Write the data out again exactly and in full.

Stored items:
== Segment start ==
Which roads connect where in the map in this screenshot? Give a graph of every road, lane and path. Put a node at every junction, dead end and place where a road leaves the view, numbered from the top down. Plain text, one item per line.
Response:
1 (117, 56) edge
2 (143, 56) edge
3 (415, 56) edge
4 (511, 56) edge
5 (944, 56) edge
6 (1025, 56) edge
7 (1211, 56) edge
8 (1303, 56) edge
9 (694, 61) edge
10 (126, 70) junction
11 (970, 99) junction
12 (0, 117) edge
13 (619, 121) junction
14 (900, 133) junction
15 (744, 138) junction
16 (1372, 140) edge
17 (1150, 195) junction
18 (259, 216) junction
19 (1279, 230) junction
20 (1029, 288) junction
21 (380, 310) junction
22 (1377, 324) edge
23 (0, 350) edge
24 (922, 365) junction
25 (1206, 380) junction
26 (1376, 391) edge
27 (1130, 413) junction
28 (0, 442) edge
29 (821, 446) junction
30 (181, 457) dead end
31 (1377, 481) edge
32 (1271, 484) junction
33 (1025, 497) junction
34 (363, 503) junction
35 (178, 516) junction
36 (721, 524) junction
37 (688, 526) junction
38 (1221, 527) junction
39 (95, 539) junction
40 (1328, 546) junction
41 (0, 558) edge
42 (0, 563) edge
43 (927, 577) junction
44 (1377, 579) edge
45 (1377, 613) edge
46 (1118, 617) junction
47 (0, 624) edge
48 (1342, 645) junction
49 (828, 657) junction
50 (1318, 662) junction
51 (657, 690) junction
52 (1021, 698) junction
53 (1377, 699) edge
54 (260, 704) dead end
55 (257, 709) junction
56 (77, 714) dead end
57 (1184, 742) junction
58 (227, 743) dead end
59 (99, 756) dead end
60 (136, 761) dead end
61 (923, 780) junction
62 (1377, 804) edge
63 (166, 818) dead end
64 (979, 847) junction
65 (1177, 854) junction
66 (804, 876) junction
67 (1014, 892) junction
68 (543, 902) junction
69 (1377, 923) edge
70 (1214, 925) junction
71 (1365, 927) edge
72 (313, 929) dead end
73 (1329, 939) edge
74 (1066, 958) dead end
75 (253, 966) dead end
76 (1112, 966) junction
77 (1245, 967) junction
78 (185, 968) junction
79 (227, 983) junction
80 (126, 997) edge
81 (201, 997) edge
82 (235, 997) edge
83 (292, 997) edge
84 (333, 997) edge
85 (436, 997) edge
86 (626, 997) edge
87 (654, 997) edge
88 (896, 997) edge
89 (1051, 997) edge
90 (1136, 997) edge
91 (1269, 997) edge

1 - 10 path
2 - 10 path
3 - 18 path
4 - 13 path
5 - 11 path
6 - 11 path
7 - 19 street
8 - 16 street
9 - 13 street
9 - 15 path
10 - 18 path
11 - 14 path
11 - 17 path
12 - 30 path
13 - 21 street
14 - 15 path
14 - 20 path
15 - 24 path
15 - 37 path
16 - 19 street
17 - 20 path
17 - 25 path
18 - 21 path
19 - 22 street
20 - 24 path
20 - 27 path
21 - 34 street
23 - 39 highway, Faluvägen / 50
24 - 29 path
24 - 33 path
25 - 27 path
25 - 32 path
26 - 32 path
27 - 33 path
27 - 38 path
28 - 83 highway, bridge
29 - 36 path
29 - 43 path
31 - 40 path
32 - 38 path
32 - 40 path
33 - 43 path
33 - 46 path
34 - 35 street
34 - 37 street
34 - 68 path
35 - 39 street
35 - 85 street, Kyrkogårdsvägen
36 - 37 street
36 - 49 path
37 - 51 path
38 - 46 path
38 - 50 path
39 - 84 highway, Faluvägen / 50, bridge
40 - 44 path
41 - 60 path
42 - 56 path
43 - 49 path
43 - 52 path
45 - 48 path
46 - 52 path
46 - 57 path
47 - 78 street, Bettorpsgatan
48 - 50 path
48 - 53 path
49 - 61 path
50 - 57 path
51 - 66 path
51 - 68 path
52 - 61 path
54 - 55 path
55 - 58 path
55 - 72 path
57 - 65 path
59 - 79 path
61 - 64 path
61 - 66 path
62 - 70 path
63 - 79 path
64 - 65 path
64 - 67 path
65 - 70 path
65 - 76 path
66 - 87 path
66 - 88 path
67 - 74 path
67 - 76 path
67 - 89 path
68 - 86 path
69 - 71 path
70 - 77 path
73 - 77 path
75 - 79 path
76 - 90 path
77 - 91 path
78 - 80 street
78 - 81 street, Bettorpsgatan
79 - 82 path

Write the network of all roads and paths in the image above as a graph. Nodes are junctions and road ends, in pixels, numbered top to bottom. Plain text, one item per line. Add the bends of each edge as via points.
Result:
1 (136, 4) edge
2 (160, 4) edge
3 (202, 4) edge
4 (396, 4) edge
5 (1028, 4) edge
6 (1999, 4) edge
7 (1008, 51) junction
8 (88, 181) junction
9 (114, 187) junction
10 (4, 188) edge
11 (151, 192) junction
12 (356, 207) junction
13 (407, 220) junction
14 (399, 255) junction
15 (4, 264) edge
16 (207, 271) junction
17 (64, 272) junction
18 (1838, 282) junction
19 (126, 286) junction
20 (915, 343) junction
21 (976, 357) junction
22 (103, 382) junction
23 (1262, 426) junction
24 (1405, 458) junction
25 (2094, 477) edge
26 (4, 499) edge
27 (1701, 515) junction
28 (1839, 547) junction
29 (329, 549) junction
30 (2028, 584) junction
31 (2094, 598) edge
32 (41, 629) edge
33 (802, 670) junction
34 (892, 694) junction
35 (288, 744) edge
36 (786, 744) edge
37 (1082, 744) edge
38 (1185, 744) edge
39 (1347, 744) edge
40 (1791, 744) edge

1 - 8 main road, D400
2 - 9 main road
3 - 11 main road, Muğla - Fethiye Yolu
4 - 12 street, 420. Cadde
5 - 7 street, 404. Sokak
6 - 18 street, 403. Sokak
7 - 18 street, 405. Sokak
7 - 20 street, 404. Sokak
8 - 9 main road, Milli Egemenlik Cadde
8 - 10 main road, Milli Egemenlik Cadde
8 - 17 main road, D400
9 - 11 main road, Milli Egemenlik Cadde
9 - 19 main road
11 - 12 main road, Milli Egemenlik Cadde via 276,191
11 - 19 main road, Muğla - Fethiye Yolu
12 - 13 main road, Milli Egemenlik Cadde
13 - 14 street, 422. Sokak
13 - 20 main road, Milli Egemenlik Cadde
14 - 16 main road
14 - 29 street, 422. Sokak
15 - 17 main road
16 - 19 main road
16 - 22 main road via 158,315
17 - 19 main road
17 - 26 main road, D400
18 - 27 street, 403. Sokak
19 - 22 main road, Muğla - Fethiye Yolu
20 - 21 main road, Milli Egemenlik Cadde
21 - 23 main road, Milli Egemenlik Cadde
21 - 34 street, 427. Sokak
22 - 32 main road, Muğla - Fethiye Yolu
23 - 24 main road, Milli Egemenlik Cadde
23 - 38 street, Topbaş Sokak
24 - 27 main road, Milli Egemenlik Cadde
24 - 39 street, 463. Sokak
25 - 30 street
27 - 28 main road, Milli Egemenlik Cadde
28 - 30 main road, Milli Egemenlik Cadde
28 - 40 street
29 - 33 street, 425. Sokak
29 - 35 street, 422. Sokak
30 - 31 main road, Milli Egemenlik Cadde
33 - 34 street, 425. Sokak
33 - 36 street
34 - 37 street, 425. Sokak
== Segment end ==
> [Your response]:
Which roads connect where in the map in this screenshot? Give a graph of every road, lane and path. Put a node at every junction, dead end and place where a road leaves the view, numbered from the top down. Plain text, one item per line.
Response:
1 (117, 56) edge
2 (143, 56) edge
3 (415, 56) edge
4 (511, 56) edge
5 (944, 56) edge
6 (1025, 56) edge
7 (1211, 56) edge
8 (1303, 56) edge
9 (694, 61) edge
10 (126, 70) junction
11 (970, 99) junction
12 (0, 117) edge
13 (619, 121) junction
14 (900, 133) junction
15 (744, 138) junction
16 (1372, 140) edge
17 (1150, 195) junction
18 (259, 216) junction
19 (1279, 230) junction
20 (1029, 288) junction
21 (380, 310) junction
22 (1377, 324) edge
23 (0, 350) edge
24 (922, 365) junction
25 (1206, 380) junction
26 (1376, 391) edge
27 (1130, 413) junction
28 (0, 442) edge
29 (821, 446) junction
30 (181, 457) dead end
31 (1377, 481) edge
32 (1271, 484) junction
33 (1025, 497) junction
34 (363, 503) junction
35 (178, 516) junction
36 (721, 524) junction
37 (688, 526) junction
38 (1221, 527) junction
39 (95, 539) junction
40 (1328, 546) junction
41 (0, 558) edge
42 (0, 563) edge
43 (927, 577) junction
44 (1377, 579) edge
45 (1377, 613) edge
46 (1118, 617) junction
47 (0, 624) edge
48 (1342, 645) junction
49 (828, 657) junction
50 (1318, 662) junction
51 (657, 690) junction
52 (1021, 698) junction
53 (1377, 699) edge
54 (260, 704) dead end
55 (257, 709) junction
56 (77, 714) dead end
57 (1184, 742) junction
58 (227, 743) dead end
59 (99, 756) dead end
60 (136, 761) dead end
61 (923, 780) junction
62 (1377, 804) edge
63 (166, 818) dead end
64 (979, 847) junction
65 (1177, 854) junction
66 (804, 876) junction
67 (1014, 892) junction
68 (543, 902) junction
69 (1377, 923) edge
70 (1214, 925) junction
71 (1365, 927) edge
72 (313, 929) dead end
73 (1329, 939) edge
74 (1066, 958) dead end
75 (253, 966) dead end
76 (1112, 966) junction
77 (1245, 967) junction
78 (185, 968) junction
79 (227, 983) junction
80 (126, 997) edge
81 (201, 997) edge
82 (235, 997) edge
83 (292, 997) edge
84 (333, 997) edge
85 (436, 997) edge
86 (626, 997) edge
87 (654, 997) edge
88 (896, 997) edge
89 (1051, 997) edge
90 (1136, 997) edge
91 (1269, 997) edge

1 - 10 path
2 - 10 path
3 - 18 path
4 - 13 path
5 - 11 path
6 - 11 path
7 - 19 street
8 - 16 street
9 - 13 street
9 - 15 path
10 - 18 path
11 - 14 path
11 - 17 path
12 - 30 path
13 - 21 street
14 - 15 path
14 - 20 path
15 - 24 path
15 - 37 path
16 - 19 street
17 - 20 path
17 - 25 path
18 - 21 path
19 - 22 street
20 - 24 path
20 - 27 path
21 - 34 street
23 - 39 highway, Faluvägen / 50
24 - 29 path
24 - 33 path
25 - 27 path
25 - 32 path
26 - 32 path
27 - 33 path
27 - 38 path
28 - 83 highway, bridge
29 - 36 path
29 - 43 path
31 - 40 path
32 - 38 path
32 - 40 path
33 - 43 path
33 - 46 path
34 - 35 street
34 - 37 street
34 - 68 path
35 - 39 street
35 - 85 street, Kyrkogårdsvägen
36 - 37 street
36 - 49 path
37 - 51 path
38 - 46 path
38 - 50 path
39 - 84 highway, Faluvägen / 50, bridge
40 - 44 path
41 - 60 path
42 - 56 path
43 - 49 path
43 - 52 path
45 - 48 path
46 - 52 path
46 - 57 path
47 - 78 street, Bettorpsgatan
48 - 50 path
48 - 53 path
49 - 61 path
50 - 57 path
51 - 66 path
51 - 68 path
52 - 61 path
54 - 55 path
55 - 58 path
55 - 72 path
57 - 65 path
59 - 79 path
61 - 64 path
61 - 66 path
62 - 70 path
63 - 79 path
64 - 65 path
64 - 67 path
65 - 70 path
65 - 76 path
66 - 87 path
66 - 88 path
67 - 74 path
67 - 76 path
67 - 89 path
68 - 86 path
69 - 71 path
70 - 77 path
73 - 77 path
75 - 79 path
76 - 90 path
77 - 91 path
78 - 80 street
78 - 81 street, Bettorpsgatan
79 - 82 path

Write the network of all roads and paths in the image above as a graph. Nodes are junctions and road ends, in pixels, numbered top to bottom. Plain text, one item per line. Add the bends of each edge as via points.
Result:
1 (136, 4) edge
2 (160, 4) edge
3 (202, 4) edge
4 (396, 4) edge
5 (1028, 4) edge
6 (1999, 4) edge
7 (1008, 51) junction
8 (88, 181) junction
9 (114, 187) junction
10 (4, 188) edge
11 (151, 192) junction
12 (356, 207) junction
13 (407, 220) junction
14 (399, 255) junction
15 (4, 264) edge
16 (207, 271) junction
17 (64, 272) junction
18 (1838, 282) junction
19 (126, 286) junction
20 (915, 343) junction
21 (976, 357) junction
22 (103, 382) junction
23 (1262, 426) junction
24 (1405, 458) junction
25 (2094, 477) edge
26 (4, 499) edge
27 (1701, 515) junction
28 (1839, 547) junction
29 (329, 549) junction
30 (2028, 584) junction
31 (2094, 598) edge
32 (41, 629) edge
33 (802, 670) junction
34 (892, 694) junction
35 (288, 744) edge
36 (786, 744) edge
37 (1082, 744) edge
38 (1185, 744) edge
39 (1347, 744) edge
40 (1791, 744) edge

1 - 8 main road, D400
2 - 9 main road
3 - 11 main road, Muğla - Fethiye Yolu
4 - 12 street, 420. Cadde
5 - 7 street, 404. Sokak
6 - 18 street, 403. Sokak
7 - 18 street, 405. Sokak
7 - 20 street, 404. Sokak
8 - 9 main road, Milli Egemenlik Cadde
8 - 10 main road, Milli Egemenlik Cadde
8 - 17 main road, D400
9 - 11 main road, Milli Egemenlik Cadde
9 - 19 main road
11 - 12 main road, Milli Egemenlik Cadde via 276,191
11 - 19 main road, Muğla - Fethiye Yolu
12 - 13 main road, Milli Egemenlik Cadde
13 - 14 street, 422. Sokak
13 - 20 main road, Milli Egemenlik Cadde
14 - 16 main road
14 - 29 street, 422. Sokak
15 - 17 main road
16 - 19 main road
16 - 22 main road via 158,315
17 - 19 main road
17 - 26 main road, D400
18 - 27 street, 403. Sokak
19 - 22 main road, Muğla - Fethiye Yolu
20 - 21 main road, Milli Egemenlik Cadde
21 - 23 main road, Milli Egemenlik Cadde
21 - 34 street, 427. Sokak
22 - 32 main road, Muğla - Fethiye Yolu
23 - 24 main road, Milli Egemenlik Cadde
23 - 38 street, Topbaş Sokak
24 - 27 main road, Milli Egemenlik Cadde
24 - 39 street, 463. Sokak
25 - 30 street
27 - 28 main road, Milli Egemenlik Cadde
28 - 30 main road, Milli Egemenlik Cadde
28 - 40 street
29 - 33 street, 425. Sokak
29 - 35 street, 422. Sokak
30 - 31 main road, Milli Egemenlik Cadde
33 - 34 street, 425. Sokak
33 - 36 street
34 - 37 street, 425. Sokak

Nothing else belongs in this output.